### Work to complete
For each line below with the word "need", write out a copy.

### Supplied information
--- START ---

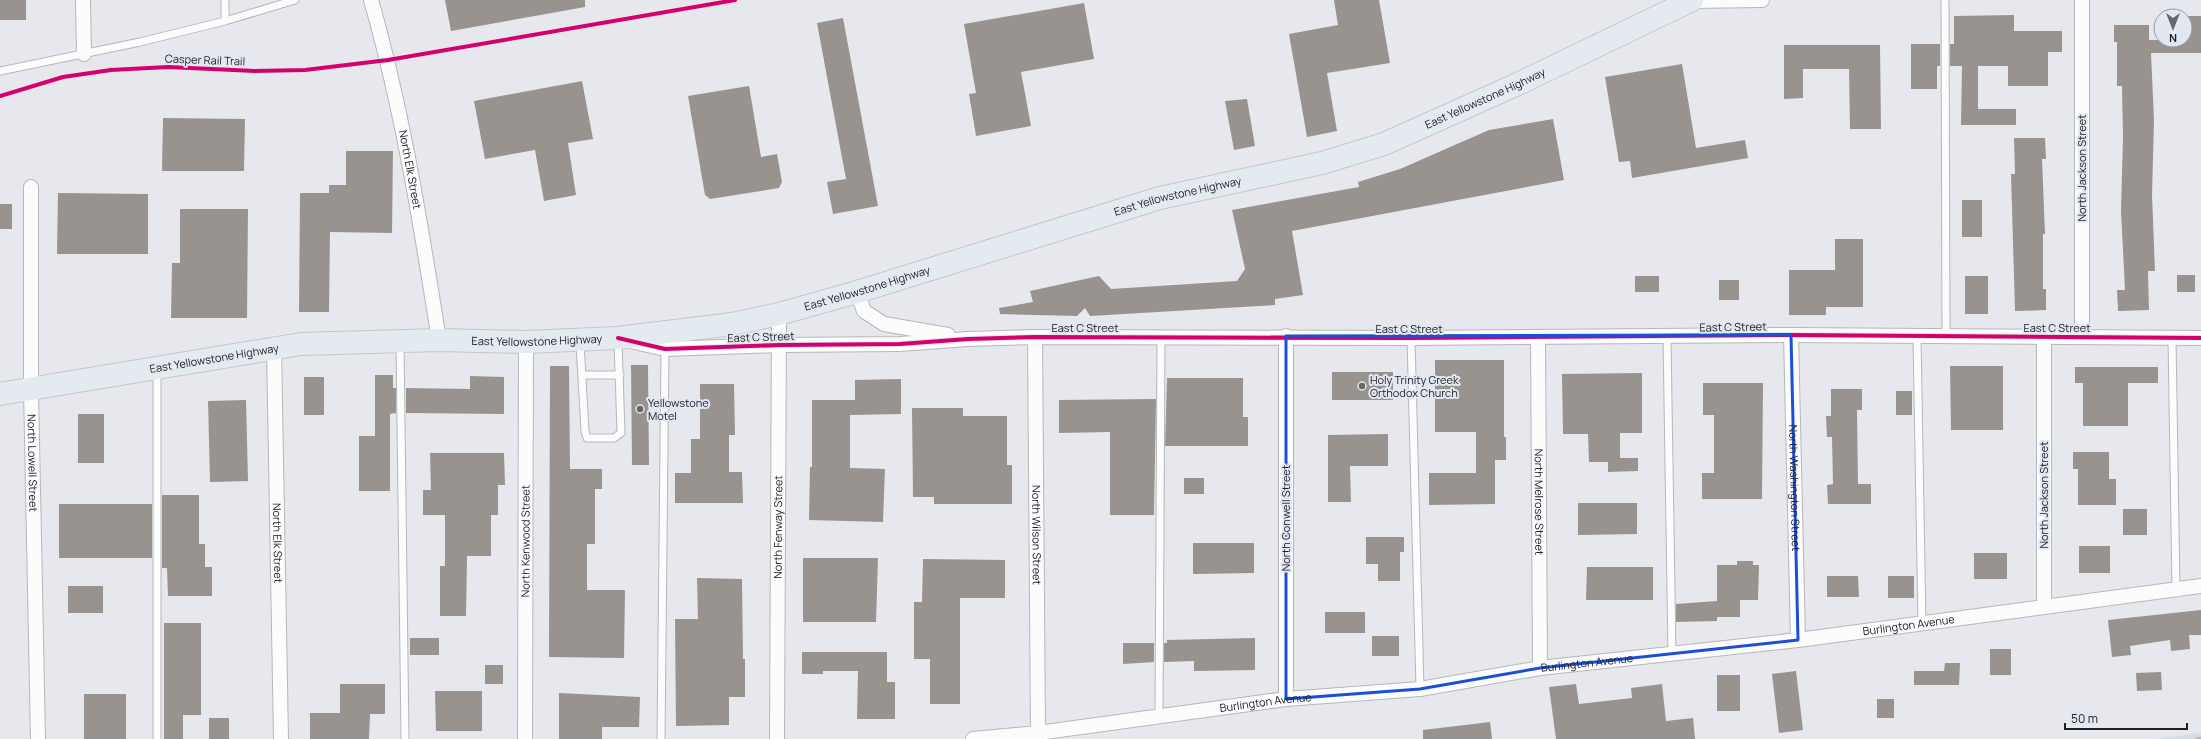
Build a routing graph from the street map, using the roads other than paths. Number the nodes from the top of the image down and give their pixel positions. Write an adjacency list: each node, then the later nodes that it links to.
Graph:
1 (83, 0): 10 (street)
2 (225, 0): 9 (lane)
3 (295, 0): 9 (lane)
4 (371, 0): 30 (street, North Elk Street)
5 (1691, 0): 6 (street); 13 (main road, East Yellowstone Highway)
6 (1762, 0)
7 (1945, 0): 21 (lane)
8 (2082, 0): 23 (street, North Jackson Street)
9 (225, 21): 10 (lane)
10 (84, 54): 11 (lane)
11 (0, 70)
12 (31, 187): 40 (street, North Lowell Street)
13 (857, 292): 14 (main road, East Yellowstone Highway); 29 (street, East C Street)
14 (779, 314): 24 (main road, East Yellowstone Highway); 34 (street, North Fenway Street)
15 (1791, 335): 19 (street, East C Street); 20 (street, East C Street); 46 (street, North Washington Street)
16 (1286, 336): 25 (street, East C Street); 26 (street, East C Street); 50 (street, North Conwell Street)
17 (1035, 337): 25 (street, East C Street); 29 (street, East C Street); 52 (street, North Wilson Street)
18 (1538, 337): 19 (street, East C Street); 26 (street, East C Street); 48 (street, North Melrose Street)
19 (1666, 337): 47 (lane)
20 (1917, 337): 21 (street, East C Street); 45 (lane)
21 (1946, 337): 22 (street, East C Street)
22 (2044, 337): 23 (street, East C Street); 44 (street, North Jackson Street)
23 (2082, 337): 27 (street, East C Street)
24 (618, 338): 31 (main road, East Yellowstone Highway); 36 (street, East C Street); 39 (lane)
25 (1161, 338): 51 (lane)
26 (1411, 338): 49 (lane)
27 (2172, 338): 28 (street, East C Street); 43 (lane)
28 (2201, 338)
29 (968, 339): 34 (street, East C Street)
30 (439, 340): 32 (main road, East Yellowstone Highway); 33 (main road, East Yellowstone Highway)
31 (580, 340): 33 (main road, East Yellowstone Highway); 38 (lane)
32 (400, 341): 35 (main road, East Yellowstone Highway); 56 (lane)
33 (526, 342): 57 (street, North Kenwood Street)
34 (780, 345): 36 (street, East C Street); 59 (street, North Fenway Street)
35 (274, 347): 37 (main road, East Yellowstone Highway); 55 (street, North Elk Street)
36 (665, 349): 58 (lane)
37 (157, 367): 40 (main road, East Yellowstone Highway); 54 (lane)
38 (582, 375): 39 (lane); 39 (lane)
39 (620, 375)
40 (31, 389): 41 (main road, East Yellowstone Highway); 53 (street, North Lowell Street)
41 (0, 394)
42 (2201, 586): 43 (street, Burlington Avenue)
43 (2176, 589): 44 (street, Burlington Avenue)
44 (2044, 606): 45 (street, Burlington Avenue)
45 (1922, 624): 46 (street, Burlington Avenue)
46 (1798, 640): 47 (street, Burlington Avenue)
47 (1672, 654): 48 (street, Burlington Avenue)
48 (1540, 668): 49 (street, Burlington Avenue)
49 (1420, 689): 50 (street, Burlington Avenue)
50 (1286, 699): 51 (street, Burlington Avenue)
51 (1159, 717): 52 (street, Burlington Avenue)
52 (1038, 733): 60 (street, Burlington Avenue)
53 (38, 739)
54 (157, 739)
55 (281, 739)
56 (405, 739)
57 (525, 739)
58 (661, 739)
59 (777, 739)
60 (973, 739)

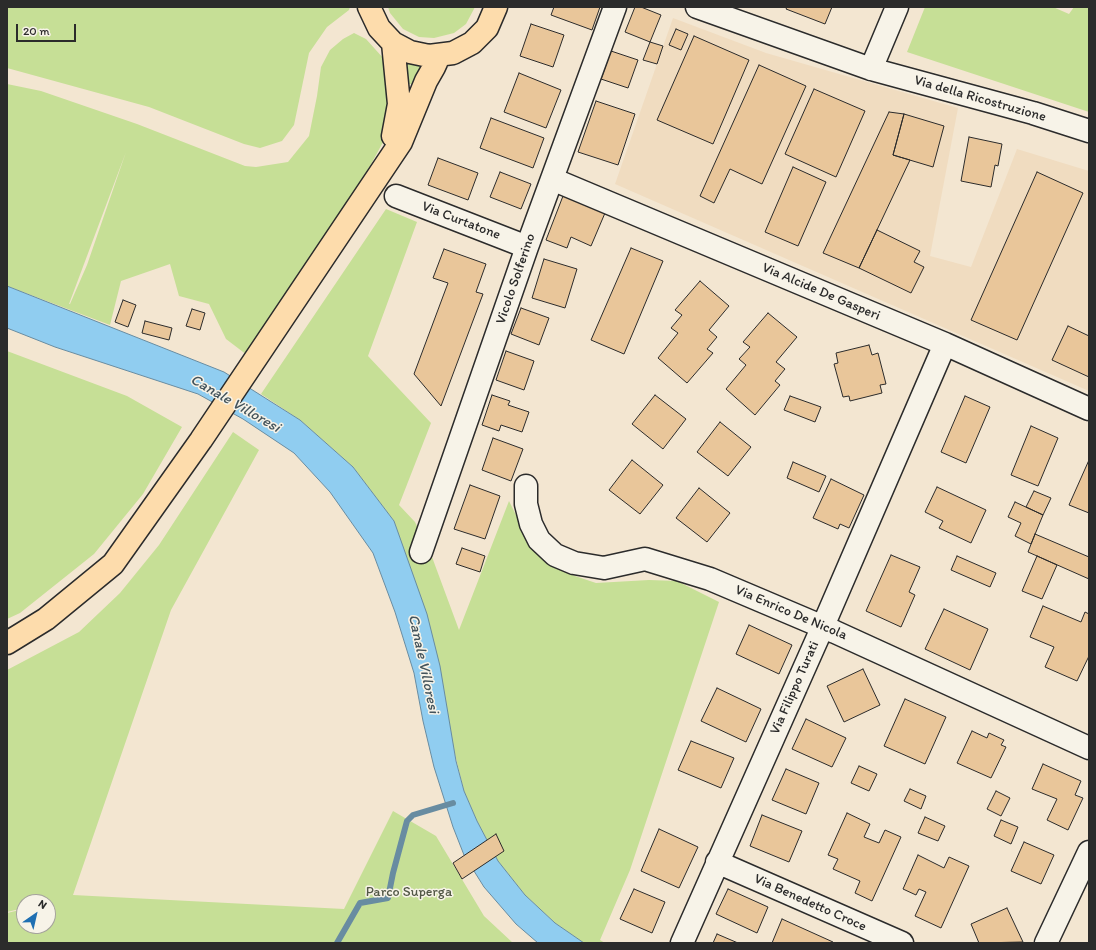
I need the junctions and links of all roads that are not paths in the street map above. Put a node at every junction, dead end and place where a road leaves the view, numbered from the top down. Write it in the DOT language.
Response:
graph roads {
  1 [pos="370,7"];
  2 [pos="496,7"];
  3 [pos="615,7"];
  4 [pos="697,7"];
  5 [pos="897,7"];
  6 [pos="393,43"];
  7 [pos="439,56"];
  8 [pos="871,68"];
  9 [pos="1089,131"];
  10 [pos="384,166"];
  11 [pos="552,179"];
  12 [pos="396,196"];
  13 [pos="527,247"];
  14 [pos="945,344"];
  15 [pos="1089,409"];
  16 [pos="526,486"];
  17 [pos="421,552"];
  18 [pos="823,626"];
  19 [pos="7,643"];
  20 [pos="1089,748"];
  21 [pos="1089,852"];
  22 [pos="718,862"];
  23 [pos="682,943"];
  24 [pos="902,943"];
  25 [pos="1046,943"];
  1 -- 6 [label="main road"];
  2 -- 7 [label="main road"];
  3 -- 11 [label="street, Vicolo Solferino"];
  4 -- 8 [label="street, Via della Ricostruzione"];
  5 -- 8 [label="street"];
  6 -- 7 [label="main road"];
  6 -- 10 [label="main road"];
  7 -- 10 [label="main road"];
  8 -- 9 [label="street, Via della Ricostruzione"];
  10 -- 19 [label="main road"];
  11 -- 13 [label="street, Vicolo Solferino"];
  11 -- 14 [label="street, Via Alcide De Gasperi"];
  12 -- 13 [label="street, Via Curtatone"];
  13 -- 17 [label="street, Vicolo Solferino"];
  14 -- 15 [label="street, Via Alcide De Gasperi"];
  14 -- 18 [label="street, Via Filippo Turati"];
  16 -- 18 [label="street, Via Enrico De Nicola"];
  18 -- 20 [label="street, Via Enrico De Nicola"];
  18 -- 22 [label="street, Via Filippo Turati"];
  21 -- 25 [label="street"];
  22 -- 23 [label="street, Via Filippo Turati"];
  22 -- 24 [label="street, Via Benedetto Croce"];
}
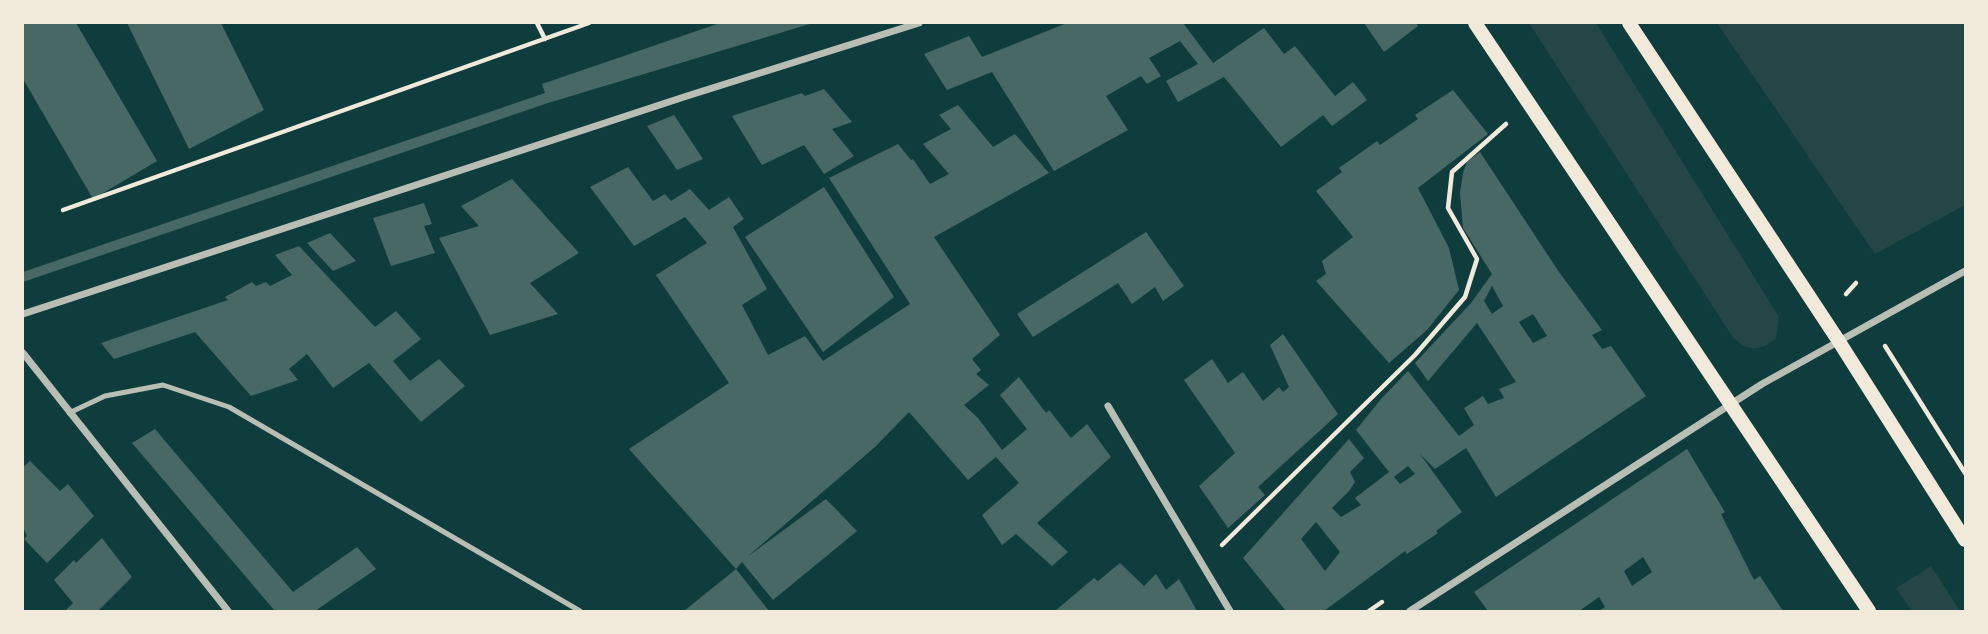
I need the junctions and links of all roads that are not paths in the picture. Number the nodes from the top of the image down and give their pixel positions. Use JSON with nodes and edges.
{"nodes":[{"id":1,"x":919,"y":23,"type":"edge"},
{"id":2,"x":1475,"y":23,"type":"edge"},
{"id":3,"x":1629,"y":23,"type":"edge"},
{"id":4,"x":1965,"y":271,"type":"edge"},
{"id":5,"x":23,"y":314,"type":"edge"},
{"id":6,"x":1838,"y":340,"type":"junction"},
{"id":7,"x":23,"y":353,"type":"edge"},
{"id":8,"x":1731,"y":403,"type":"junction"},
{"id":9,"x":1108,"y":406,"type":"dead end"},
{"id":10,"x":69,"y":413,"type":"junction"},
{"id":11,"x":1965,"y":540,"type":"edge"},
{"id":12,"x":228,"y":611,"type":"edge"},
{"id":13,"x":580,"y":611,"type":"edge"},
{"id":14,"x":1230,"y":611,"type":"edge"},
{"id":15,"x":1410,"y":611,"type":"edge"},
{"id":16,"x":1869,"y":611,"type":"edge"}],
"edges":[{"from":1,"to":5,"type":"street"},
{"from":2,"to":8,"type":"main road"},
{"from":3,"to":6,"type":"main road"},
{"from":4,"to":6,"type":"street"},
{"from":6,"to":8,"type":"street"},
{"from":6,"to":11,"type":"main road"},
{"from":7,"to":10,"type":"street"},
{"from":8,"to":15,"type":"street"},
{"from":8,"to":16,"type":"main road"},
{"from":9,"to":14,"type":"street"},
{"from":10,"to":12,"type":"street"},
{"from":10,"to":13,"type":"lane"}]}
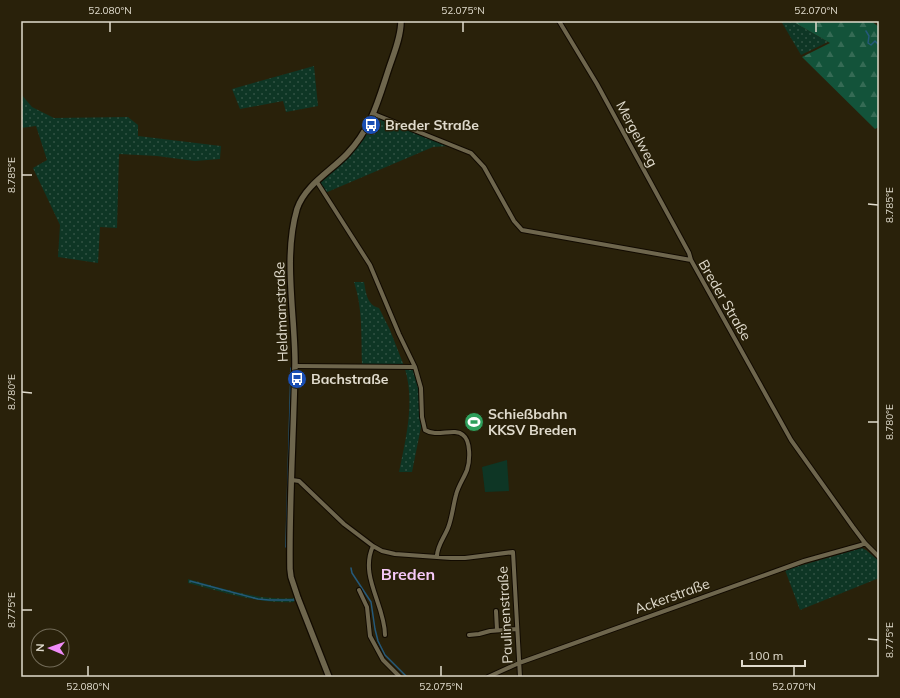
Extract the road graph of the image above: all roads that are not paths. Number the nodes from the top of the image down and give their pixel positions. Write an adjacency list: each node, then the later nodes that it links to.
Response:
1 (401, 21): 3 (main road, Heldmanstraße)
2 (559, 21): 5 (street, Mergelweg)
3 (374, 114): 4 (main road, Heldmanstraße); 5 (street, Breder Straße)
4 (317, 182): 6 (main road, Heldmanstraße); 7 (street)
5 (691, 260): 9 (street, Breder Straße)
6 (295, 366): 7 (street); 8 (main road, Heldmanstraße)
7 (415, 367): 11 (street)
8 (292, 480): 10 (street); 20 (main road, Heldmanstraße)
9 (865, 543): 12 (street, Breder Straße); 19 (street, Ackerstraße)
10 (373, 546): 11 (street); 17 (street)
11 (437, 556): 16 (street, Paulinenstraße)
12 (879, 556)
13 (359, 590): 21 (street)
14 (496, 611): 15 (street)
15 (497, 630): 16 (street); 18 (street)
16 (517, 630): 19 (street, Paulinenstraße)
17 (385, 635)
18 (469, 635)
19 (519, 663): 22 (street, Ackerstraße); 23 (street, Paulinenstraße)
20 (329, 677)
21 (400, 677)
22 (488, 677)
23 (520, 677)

--- END ---

### Task response
I need the junctions and links of all roads that are not paths in the street map above. Put a node at every junction, dead end and place where a road leaves the view, numbered from the top down. Write it in the DOT language.
I need the junctions and links of all roads that are not paths in the picture. Number the nodes from the top of the image down and give their pixel positions. Use JSON with nodes and edges.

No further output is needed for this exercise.